Rationality: From AI to Zombies

Rationality-From-AI-to-Zombies-by-Eliezer-Yudkowsky

Author: Eliezer Yudkowsky

Rating: 10/10

This is a collection of essays by Eliezer Yudkowsky, that were originally published on Less Wrong and Overcoming Bias, which have since given birth to an incredible community of rationalists. Even though you can find them all here, get for free or by donation to his non-profit here, I do recommend to also buy an audio version to accompany your reading.

In Eliezer’s own words, “These essays are fumbling attempts to put into words lessons better taught by experience. But at least there’s underlying math, plus experimental evidence from cognitive psychology on how humans actually think. Maybe that will be enough to cross the stratospherically high threshold required for a discipline that lets you actually get it right, instead of just constraining you into interesting new mistakes.”

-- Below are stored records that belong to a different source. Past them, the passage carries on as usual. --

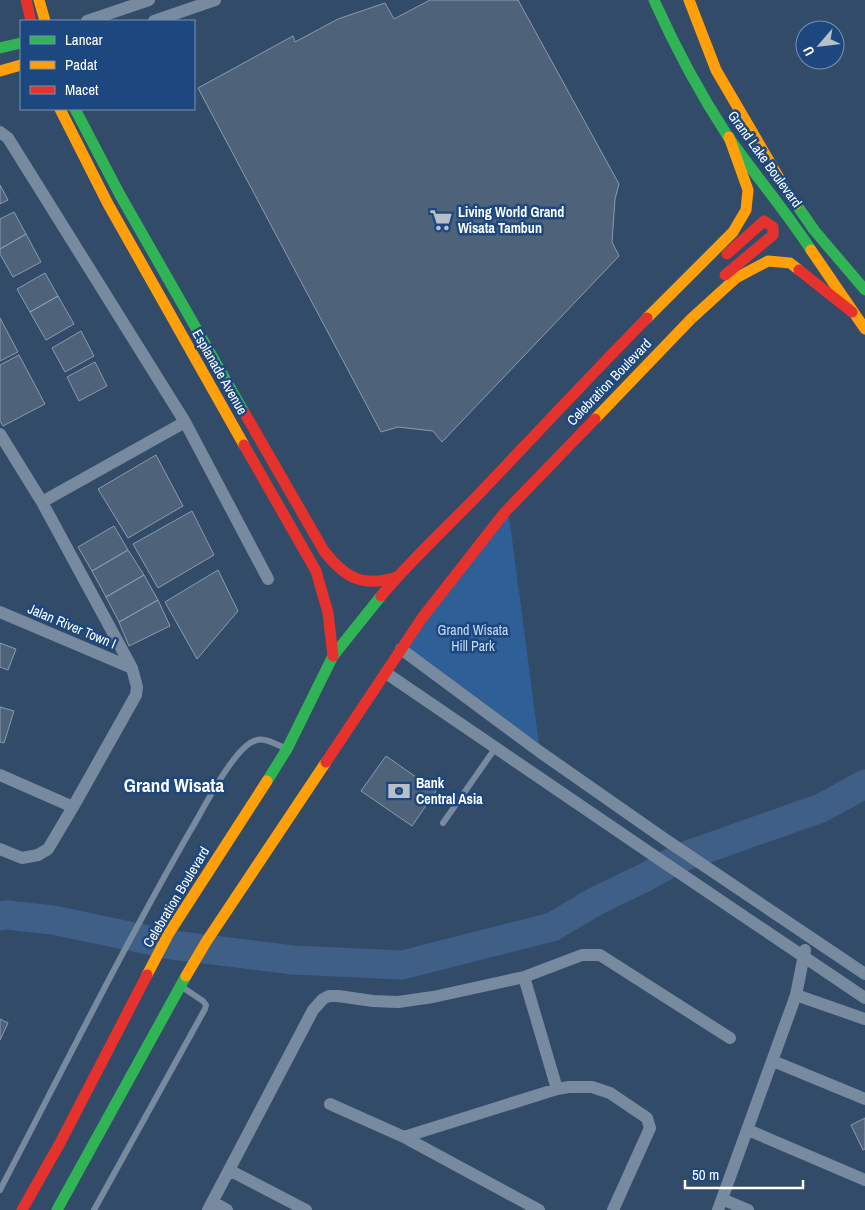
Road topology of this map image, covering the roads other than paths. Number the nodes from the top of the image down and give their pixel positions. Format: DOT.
graph roads {
  1 [pos="26,0"];
  2 [pos="39,0"];
  3 [pos="149,0"];
  4 [pos="214,0"];
  5 [pos="654,0"];
  6 [pos="689,0"];
  7 [pos="31,20"];
  8 [pos="45,20"];
  9 [pos="90,20"];
  10 [pos="157,20"];
  11 [pos="20,43"];
  12 [pos="0,48"];
  13 [pos="20,66"];
  14 [pos="0,70"];
  15 [pos="61,110"];
  16 [pos="75,110"];
  17 [pos="0,132"];
  18 [pos="729,137"];
  19 [pos="865,290"];
  20 [pos="852,312"];
  21 [pos="691,319"];
  22 [pos="865,329"];
  23 [pos="610,357"];
  24 [pos="185,422"];
  25 [pos="0,434"];
  26 [pos="42,502"];
  27 [pos="397,577"];
  28 [pos="268,579"];
  29 [pos="0,612"];
  30 [pos="401,649"];
  31 [pos="333,656"];
  32 [pos="132,668"];
  33 [pos="386,673"];
  34 [pos="496,747"];
  35 [pos="287,749"];
  36 [pos="0,775"];
  37 [pos="74,807"];
  38 [pos="443,823"];
  39 [pos="0,849"];
  40 [pos="808,936"];
  41 [pos="803,956"];
  42 [pos="865,974"];
  43 [pos="524,977"];
  44 [pos="181,986"];
  45 [pos="796,995"];
  46 [pos="865,998"];
  47 [pos="865,1019"];
  48 [pos="730,1038"];
  49 [pos="773,1061"];
  50 [pos="557,1089"];
  51 [pos="865,1099"];
  52 [pos="330,1104"];
  53 [pos="748,1130"];
  54 [pos="404,1137"];
  55 [pos="229,1170"];
  56 [pos="865,1180"];
  57 [pos="0,1190"];
  58 [pos="720,1204"];
  59 [pos="210,1206"];
  60 [pos="22,1210"];
  61 [pos="57,1210"];
  62 [pos="94,1210"];
  63 [pos="227,1210"];
  64 [pos="306,1210"];
  65 [pos="539,1210"];
  66 [pos="613,1210"];
  67 [pos="748,1210"];
  1 -- 7 [label="street"];
  2 -- 8 [label="street"];
  3 -- 9 [label="street"];
  4 -- 10 [label="street"];
  5 -- 18 [label="street, Grand Lake Boulevard"];
  6 -- 19 [label="street, Grand Lake Boulevard"];
  11 -- 12 [label="street"];
  13 -- 14 [label="street"];
  15 -- 31 [label="street, Esplanade Avenue"];
  16 -- 27 [label="street, Esplanade Avenue"];
  17 -- 24 [label="street"];
  18 -- 20 [label="street, Grand Lake Boulevard"];
  18 -- 23 [label="street, Celebration Boulevard"];
  20 -- 21 [label="street, Celebration Boulevard"];
  20 -- 22 [label="street, Grand Lake Boulevard"];
  21 -- 23 [label="street"];
  21 -- 30 [label="street, Celebration Boulevard"];
  23 -- 27 [label="street, Celebration Boulevard"];
  24 -- 26 [label="street"];
  24 -- 28 [label="street"];
  25 -- 26 [label="street"];
  26 -- 32 [label="street"];
  27 -- 31 [label="street, Celebration Boulevard"];
  29 -- 32 [label="street, Jalan River Town I"];
  30 -- 33 [label="street, Celebration Boulevard"];
  30 -- 40 [label="street"];
  31 -- 35 [label="street, Celebration Boulevard"];
  32 -- 37 [label="street"];
  33 -- 34 [label="street"];
  33 -- 44 [label="street"];
  34 -- 38 [label="lane"];
  34 -- 41 [label="street"];
  35 -- 57 [label="lane"];
  35 -- 60 [label="street, Celebration Boulevard"];
  36 -- 37 [label="street"];
  37 -- 39 [label="street"];
  40 -- 41 [label="street"];
  40 -- 42 [label="street"];
  41 -- 45 [label="street"];
  41 -- 46 [label="street"];
  43 -- 48 [label="street"];
  43 -- 50 [label="street"];
  43 -- 55 [label="street"];
  44 -- 61 [label="street"];
  44 -- 62 [label="lane"];
  45 -- 47 [label="street"];
  45 -- 49 [label="street"];
  49 -- 51 [label="street"];
  49 -- 53 [label="street"];
  50 -- 54 [label="street"];
  50 -- 66 [label="street"];
  52 -- 54 [label="street"];
  53 -- 56 [label="street"];
  53 -- 58 [label="street"];
  54 -- 65 [label="street"];
  55 -- 59 [label="street"];
  55 -- 64 [label="street"];
  58 -- 67 [label="street"];
  59 -- 63 [label="street"];
}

What does it actually mean to be rational? Why is that a good idea to act rationally? What prevents us from making optimal decisions? How can we fix ourselves? Do we even need fixing if we feel happy? These are just some of the questions that are being explored in the book.

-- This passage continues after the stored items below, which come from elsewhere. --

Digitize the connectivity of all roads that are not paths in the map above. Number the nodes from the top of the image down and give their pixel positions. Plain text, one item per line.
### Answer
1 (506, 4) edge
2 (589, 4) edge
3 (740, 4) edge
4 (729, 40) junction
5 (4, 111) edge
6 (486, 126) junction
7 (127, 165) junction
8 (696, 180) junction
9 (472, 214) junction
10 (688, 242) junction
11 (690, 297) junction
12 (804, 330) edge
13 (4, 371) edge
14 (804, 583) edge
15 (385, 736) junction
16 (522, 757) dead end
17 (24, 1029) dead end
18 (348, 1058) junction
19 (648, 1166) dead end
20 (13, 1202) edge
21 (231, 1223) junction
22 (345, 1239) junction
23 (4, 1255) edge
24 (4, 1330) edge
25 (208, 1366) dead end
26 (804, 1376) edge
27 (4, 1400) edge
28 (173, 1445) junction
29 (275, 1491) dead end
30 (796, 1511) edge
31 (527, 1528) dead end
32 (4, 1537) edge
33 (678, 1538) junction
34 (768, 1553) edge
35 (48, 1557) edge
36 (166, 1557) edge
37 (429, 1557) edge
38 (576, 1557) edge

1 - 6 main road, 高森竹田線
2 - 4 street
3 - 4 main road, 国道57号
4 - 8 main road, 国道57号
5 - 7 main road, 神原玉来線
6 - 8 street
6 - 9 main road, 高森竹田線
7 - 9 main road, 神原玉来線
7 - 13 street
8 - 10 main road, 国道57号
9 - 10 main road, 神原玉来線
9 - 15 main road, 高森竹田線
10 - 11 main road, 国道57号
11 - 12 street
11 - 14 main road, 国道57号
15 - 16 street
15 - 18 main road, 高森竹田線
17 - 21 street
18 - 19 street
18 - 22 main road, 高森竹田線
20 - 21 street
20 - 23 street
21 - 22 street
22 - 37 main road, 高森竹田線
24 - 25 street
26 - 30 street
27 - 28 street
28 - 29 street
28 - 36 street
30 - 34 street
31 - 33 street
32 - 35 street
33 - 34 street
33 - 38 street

It will help you understand a broad set of principles, including evolution, foundations of science, the human brain, quantum mechanics, BayesCraft, clear thinking, probability theory, and much much more.

I should mention that the Kindle version is 2393 pages long, and the audio version is 49 hours 40 minutes long, but please don’t let the length of the book scare you. It’s highly entertaining, witty and illuminating, and since it’s a collection of blog posts, you can skip some of them, and only read the ones that interest you the most (although, this is one of those rare books that I do recommend to read in its entirety.)

This is a must-read for those who want to be able to see and understand this world a bit more accurately and learn a set of tools to see everything around them in a new light.

Check on Amazon

Highlights

“How much of your knowledge could you regenerate? From how deep a deletion? It’s not just a test to cast out insufficiently connected beliefs. It’s a way of absorbing a fountain of knowledge, not just one fact.”

”You shouldn’t be afraid to just visualize a world you fear. If that world is already actual, visualizing it won’t make it worse; and if it is not actual, visualizing it will do no harm.
What is true is already so; owning up to it doesn’t make it worse.”

”If in your heart you believe you already know, or if in your heart you do not wish to know, then your questioning will be purposeless and your skills without direction. Curiosity seeks to annihilate itself; there is no curiosity that does not want an answer”

”That which can be destroyed by the truth should be. People can stand what is true, for they are already enduring it. Curiosity seeks to annihilate itself.”

”Not every change is an improvement, but every improvement is necessarily a change. If we only admit small local errors, we will only make small local changes. The motivation for a big change comes from acknowledging a big mistake.”

”A doubt that neither destroys itself nor destroys its target might as well have never existed at all. It is the resolution of doubts, not the mere act of doubting, which drives the ratchet of rationality forward.”

“When you contain the source of a thought, that thought can change along with you as you acquire new knowledge and new skills. When you contain the source of a thought, it becomes truly a part of you and grows along with you.

Strive to make yourself the source of every thought worth thinking. If the thought originally came from outside, make sure it comes from inside as well. Continually ask yourself: “How would I regenerate the thought if it were deleted?” When you have an answer, imagine that knowledge being deleted as well. And when you find a fountain, see what else it can pour.”